GUERICKE, Otto; von. Experimenta nova (ut vocantur) Magdeburgica de vacuo spatio ...
Amsterdam, Johanned Jansson Waesberge, 1672
Folio. 314x195 mm. Legatura coeva in piena pelle marrone, dorso a sei scomparti con titolo in oro su tassello. Pagine 16 non numerate, inclusi Antiporta figurata e Frontespizio, 244, [5, con Errata in fine], 1 bianca. 21 tavole incise in rame nel testo, molte a piena pagina, e due tavole fuori testo su doppia pagina, manca il ritratto. La tavola n. XVIII è ripetuta due volte, come corretto. Iniziali ornate e decorate, testo su due colonne. Difetti alla legatura, internamente tracce d’uso, buon esemplare.
Rarissima Prima Edizione figurata. Uno dei più importanti libri della storia della scienza. In quest’opera Von Guericke descrive l'invenzione della pompa ad aria e il famoso esperimento con gli emisferi di Magdeburgo, in cui due squadre di otto cavalli furono impiegate nel tentativo di separare due emisferi di rame dai quali era stata prelevata l'aria; descrive anche l'invenzione della prima macchina elettrica, che ha generato le prime cariche elettriche visibili e udibili. Dibner: “A book of prime importance in electrical discovery, air-pressure and the vacuum pump. Described are electric conduction and repulsion and the discharging power of points. Guericke constructed a spherical rotor of sulphur mounted on a crank; its rotation and contact upon it generated the first visible and audible electric sparks.”

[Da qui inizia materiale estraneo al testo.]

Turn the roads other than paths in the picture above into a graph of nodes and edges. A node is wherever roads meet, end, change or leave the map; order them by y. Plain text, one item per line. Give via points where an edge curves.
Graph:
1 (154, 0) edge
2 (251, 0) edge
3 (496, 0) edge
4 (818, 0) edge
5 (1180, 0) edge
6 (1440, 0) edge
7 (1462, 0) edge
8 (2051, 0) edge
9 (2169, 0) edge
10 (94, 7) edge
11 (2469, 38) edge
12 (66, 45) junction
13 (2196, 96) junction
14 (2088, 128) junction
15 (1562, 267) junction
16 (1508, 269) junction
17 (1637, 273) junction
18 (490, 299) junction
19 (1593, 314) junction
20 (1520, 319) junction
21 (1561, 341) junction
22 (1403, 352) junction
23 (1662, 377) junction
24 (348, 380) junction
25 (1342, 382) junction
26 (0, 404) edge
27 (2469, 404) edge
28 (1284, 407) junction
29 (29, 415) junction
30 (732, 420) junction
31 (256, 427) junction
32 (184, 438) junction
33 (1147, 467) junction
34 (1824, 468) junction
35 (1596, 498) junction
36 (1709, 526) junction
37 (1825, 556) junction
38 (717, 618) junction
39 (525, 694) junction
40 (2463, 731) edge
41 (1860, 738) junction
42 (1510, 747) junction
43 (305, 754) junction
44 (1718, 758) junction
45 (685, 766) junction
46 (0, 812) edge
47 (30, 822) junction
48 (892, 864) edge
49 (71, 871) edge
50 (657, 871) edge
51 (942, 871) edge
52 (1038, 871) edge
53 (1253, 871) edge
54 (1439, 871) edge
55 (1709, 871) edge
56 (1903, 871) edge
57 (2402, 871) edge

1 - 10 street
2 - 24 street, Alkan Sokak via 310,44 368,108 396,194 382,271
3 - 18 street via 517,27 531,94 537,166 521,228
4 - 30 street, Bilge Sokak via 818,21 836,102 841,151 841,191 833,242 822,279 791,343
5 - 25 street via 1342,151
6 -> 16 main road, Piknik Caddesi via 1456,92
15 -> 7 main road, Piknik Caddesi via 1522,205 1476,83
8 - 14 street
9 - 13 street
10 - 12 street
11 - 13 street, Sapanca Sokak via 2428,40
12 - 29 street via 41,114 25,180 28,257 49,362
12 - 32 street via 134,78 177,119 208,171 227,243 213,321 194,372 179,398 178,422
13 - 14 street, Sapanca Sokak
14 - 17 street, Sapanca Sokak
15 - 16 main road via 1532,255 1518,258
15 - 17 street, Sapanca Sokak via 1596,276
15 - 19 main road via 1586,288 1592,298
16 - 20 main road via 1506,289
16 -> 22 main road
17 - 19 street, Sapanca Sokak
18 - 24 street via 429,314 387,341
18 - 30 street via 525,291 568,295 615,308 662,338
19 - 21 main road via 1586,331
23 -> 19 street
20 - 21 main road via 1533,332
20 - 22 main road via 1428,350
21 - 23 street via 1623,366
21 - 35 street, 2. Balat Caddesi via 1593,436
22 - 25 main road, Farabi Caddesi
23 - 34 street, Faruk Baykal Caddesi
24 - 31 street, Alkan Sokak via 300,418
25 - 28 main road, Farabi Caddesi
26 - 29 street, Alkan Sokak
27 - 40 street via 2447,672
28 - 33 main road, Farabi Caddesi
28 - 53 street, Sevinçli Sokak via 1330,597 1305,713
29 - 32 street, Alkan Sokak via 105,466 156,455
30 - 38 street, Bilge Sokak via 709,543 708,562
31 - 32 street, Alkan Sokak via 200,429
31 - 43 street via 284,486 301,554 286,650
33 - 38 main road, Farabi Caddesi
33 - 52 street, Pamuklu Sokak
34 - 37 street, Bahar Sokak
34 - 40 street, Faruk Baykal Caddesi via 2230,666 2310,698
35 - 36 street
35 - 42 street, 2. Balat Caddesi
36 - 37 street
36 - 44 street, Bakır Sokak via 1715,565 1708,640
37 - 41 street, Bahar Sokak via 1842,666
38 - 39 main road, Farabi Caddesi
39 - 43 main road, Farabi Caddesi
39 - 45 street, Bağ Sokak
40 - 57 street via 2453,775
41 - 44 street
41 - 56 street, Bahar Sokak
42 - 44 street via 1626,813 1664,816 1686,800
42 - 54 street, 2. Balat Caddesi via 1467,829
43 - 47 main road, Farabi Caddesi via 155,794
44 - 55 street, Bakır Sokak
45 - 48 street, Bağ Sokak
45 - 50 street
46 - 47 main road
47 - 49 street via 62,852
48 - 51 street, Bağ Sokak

Daintith: “In 1650 Guericke constructed the first air pump, which he used to create a vacuum in various containers. He showed that sound would not travel in a vacuum, and furthermore that a vacuum would not support combustion or animal life. In 1654 Guericke gave an impressive demonstration in front of the emperor Ferdinand III, of the force of atmospheric pressure. Two identical copper hemispheres 12 feet (3.66 m) in diameter were joined together. When the air was pumped out, 16 horses could not pull them apart although when the air reentered the hemispheres they fell apart by themselves. He also showed that 20 men could not hold a piston in a cylinder once the air had been evacuated from one end of it. In 1663 he built the first electrical friction machine by rotating a sulfur globe against a cloth. The results of these and other experiments were published in his Experimental nova Magdeburgica de vacuo spatio.”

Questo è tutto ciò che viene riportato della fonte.